The key point for those on Grain is that if the government was to withdraw from Heathrow in 2015 no one can claim it was not at the express wishes of the people who were balloted; meanwhile and crucially Medway sits in a sea of uncertainty. If the government does go ahead with Heathrow the impact is conversely more damaging; a loss of one high-profile MP and angry residents who specifically opposed expansion in a ballot.  The inaction on a verifiable referendum is significantly more damaging then people are aware; the lack of any direct say by people in Medway either way means something in Westminster to those who pull the real decision strings. The ballot on the Peninsula is unverifiable because it was not held in a democratic way.

My real fear is that residents are being let down because Conservatives whose primal fear is to lose in 2015 rather than to protect our towns. The simple truth is that one backbench MP is largely an irrelevance; campaign efforts, though high profile, can be dismissed by government because the vote is not verifiable. Poster campaigns are visible and welcome but only if the outcome is measurable in terms of influence in Westminster. I salute the efforts of Councillors – many Labour colleagues - to work the community on this issue but my overarching fear is that the current engagement strategy from Tories is piecemeal without a mandate from the people we serve across the entire area. This mandate has to be above-and-beyond simply electing a Tory administration in 2011 where the main local issues on the ballot paper were not airport related.

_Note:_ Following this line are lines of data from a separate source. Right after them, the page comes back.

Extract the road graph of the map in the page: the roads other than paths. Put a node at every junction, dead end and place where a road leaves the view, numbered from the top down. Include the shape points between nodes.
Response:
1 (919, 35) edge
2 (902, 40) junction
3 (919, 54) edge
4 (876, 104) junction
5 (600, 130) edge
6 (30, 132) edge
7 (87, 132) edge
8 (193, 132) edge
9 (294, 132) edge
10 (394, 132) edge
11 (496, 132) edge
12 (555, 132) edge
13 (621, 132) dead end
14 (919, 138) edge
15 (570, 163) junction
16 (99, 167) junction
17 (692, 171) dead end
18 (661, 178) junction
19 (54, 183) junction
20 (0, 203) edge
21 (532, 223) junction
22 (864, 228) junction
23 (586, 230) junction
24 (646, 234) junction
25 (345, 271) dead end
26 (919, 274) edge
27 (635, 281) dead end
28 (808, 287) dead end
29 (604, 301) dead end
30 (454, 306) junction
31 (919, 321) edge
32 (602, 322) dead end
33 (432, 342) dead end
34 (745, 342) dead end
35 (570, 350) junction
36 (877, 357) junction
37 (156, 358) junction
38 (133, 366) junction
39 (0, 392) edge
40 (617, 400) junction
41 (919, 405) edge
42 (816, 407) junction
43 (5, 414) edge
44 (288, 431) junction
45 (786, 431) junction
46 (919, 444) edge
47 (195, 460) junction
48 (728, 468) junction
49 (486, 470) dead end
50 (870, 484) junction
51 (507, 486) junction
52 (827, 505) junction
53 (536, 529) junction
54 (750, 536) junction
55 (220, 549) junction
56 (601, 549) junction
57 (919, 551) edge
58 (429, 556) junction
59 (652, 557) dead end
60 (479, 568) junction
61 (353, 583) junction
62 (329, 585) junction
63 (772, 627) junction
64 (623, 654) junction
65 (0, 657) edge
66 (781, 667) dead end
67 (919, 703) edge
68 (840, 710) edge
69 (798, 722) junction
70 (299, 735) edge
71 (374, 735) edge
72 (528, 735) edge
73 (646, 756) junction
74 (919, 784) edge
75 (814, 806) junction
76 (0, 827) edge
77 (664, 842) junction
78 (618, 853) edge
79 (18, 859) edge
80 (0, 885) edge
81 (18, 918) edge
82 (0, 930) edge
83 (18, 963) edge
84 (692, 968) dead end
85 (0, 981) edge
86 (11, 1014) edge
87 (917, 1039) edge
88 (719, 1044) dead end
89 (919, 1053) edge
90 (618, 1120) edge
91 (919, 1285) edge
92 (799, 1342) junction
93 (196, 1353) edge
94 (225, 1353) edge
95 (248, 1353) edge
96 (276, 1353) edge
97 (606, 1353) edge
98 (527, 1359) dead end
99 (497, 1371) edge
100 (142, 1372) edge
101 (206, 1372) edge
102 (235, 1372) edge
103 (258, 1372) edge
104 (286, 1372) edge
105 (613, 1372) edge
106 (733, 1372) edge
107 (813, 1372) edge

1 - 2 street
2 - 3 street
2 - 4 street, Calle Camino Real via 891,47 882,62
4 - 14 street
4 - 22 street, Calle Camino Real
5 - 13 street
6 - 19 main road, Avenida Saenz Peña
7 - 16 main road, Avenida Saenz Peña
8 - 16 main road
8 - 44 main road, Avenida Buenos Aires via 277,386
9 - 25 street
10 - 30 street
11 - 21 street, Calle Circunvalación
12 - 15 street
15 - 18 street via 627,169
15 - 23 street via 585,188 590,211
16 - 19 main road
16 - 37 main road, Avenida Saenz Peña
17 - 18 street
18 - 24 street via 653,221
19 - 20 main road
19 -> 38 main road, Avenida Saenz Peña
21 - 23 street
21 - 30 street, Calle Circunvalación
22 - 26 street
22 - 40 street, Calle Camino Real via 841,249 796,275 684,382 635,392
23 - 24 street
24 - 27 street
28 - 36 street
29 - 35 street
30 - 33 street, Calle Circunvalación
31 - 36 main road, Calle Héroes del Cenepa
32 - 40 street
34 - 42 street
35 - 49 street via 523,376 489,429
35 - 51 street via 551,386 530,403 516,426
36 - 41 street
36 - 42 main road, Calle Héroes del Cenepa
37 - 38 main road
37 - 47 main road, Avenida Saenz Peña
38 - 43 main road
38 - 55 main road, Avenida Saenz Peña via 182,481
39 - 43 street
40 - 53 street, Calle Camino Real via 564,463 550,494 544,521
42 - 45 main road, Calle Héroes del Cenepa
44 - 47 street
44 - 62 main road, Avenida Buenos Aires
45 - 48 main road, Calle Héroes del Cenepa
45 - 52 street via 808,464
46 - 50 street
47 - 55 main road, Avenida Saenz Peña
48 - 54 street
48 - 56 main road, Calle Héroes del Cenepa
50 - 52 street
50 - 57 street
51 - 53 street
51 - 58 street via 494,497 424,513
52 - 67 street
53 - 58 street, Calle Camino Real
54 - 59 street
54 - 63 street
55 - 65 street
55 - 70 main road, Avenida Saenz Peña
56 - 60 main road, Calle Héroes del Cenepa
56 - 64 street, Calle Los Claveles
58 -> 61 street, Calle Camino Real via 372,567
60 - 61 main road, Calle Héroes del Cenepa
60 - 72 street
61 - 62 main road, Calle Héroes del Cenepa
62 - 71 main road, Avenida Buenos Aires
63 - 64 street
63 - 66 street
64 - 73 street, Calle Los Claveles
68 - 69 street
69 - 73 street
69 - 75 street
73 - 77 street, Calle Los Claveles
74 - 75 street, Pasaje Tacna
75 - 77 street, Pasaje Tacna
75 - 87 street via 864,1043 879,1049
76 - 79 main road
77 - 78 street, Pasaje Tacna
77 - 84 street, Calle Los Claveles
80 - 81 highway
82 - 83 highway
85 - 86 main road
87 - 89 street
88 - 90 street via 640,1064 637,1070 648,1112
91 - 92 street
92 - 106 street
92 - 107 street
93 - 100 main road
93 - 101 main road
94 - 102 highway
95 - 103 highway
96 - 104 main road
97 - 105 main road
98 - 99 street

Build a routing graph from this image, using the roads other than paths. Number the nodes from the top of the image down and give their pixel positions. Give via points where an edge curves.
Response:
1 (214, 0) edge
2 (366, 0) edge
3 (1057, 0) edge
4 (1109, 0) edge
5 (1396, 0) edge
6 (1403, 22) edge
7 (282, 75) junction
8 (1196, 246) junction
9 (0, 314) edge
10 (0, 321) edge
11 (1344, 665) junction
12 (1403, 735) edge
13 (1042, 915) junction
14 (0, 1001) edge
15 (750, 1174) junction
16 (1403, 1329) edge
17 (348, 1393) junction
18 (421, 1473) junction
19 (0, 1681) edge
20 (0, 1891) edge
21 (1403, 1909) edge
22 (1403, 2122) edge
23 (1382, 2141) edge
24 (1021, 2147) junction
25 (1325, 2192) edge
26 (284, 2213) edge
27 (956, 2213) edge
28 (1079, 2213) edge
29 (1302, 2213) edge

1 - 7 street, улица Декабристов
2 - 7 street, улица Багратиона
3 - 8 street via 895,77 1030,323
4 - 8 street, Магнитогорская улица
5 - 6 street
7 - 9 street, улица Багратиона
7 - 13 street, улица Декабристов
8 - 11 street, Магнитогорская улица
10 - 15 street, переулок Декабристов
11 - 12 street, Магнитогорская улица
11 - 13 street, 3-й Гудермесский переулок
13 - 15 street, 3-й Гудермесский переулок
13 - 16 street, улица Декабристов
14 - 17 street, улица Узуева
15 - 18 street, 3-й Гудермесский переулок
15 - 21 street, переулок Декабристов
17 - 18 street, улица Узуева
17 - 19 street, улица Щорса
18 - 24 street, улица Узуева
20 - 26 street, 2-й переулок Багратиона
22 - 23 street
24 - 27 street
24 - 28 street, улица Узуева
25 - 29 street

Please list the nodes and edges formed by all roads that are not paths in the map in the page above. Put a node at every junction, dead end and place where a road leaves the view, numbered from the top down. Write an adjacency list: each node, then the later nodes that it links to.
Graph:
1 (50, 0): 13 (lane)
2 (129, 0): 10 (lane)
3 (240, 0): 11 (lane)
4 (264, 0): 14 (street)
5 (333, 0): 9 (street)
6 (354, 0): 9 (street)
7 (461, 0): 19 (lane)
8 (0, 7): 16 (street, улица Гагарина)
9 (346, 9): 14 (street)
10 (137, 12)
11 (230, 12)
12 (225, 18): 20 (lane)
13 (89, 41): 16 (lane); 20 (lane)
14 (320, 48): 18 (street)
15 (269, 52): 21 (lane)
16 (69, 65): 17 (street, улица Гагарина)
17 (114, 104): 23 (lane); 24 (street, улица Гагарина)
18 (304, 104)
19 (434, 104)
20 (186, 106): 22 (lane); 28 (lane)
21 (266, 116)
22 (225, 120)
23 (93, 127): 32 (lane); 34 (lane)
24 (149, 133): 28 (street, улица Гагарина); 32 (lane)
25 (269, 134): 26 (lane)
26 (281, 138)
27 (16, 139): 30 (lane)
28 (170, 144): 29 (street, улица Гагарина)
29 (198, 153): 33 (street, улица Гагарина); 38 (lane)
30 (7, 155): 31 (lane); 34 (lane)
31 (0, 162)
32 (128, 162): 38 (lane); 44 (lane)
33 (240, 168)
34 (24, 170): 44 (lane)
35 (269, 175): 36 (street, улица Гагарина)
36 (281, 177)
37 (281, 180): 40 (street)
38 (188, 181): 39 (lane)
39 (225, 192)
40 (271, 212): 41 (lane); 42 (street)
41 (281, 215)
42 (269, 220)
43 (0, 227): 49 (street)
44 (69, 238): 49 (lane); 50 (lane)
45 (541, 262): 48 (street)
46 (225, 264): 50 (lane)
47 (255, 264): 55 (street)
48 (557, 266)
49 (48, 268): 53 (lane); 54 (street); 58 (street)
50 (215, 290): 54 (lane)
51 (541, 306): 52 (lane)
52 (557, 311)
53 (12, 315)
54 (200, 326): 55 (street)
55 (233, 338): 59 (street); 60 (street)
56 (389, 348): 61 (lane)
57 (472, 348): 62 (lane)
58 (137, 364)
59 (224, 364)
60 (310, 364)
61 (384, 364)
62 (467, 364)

This blog is written for today but in two years time the day of reckoning will come. Should the Estuary Airport be the accepted solution and the people have elected a Conservative majority government then posterity will judge whether more could have been done. Folly to those that vote for the government.

The community on the Grain Peninsula should consider selecting candidates expressly opposed to the Estuary Airport in 2015 and run them against the current Conservative ticket for the Council. Cameron needs to be sent a message that his de-facto Party representatives on the ground will not be rewarded; imagine the message it would send if Conservatives were to win in 2015 in wards where his party has spent years threatening. It would send a message to Number 10.


The stakes could not be higher; the prospect of an airport will change Medway for decades should it happen; the time to act on a ballot is slowly slipping. Medway residents are not a ‘trivial’ concern; it is a time they were given a say.

1 comment:

  1. I would like the add the local council's hypocrisy in partially fighting against the airport on bird population conservation grounds; yet being up in arms when they were denied permission to start work at lodge hill because a large number of the rare nightingale was found to be nesting there. Just food for thought on the possibility of the Tory's real opposition being based on nimby-ism rather then protection of our wildlife, which could ultimately harm our defence against the unelected-in-Kent-and-Medway BoJo's determination to ignore advice and fact, something that all Tories seem to have a great ability to.